(Bounding box coordinate data)
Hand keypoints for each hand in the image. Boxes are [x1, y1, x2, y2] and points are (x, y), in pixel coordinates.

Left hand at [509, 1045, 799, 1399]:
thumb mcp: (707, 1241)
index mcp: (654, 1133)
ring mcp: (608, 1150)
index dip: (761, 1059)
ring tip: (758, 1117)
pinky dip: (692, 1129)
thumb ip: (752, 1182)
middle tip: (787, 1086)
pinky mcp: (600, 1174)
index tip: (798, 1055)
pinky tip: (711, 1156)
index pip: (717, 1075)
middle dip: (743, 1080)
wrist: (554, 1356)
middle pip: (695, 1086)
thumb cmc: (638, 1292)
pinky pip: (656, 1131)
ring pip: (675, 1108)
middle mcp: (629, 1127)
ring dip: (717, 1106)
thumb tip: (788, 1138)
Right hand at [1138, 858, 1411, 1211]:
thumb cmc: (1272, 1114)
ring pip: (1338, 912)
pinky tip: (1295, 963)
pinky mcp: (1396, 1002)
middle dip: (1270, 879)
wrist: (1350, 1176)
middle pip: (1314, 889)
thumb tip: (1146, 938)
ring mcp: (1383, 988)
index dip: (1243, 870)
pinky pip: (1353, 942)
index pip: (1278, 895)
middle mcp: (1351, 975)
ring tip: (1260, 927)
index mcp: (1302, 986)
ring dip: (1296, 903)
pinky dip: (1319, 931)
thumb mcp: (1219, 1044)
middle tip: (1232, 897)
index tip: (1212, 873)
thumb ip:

=== What to do ===
Repeat the data exactly. Leave nothing out.

=== Solution to the problem ===
Hand keypoints for each hand in the image. Boxes are [x1, y1, x2, y2] and points are (x, y), in pixel coordinates.

Left hand at [509, 1045, 799, 1399]:
thumb mcp: (707, 1241)
index mcp: (654, 1133)
ring mcp: (608, 1150)
index dip: (761, 1059)
ring tip: (758, 1117)
pinky dip: (692, 1129)
thumb ip: (752, 1182)
middle tip: (787, 1086)
pinky mcp: (600, 1174)
index tip: (798, 1055)
pinky tip: (711, 1156)
index pip: (717, 1075)
middle dip: (743, 1080)
wrist: (554, 1356)
middle pip: (695, 1086)
thumb cmc: (638, 1292)
pinky pip: (656, 1131)
ring pip: (675, 1108)
middle mcp: (629, 1127)
ring dip: (717, 1106)
thumb tip: (788, 1138)
Right hand at [1138, 858, 1411, 1211]:
thumb cmc: (1272, 1114)
ring pip: (1338, 912)
pinky tip: (1295, 963)
pinky mcp: (1396, 1002)
middle dip: (1270, 879)
wrist: (1350, 1176)
middle pip: (1314, 889)
thumb tip: (1146, 938)
ring mcp: (1383, 988)
index dip: (1243, 870)
pinky pip: (1353, 942)
index pip: (1278, 895)
middle mcp: (1351, 975)
ring tip: (1260, 927)
index mcp: (1302, 986)
ring dip: (1296, 903)
pinky dip: (1319, 931)
thumb mcp: (1219, 1044)
middle tip: (1232, 897)
index tip: (1212, 873)
thumb ip:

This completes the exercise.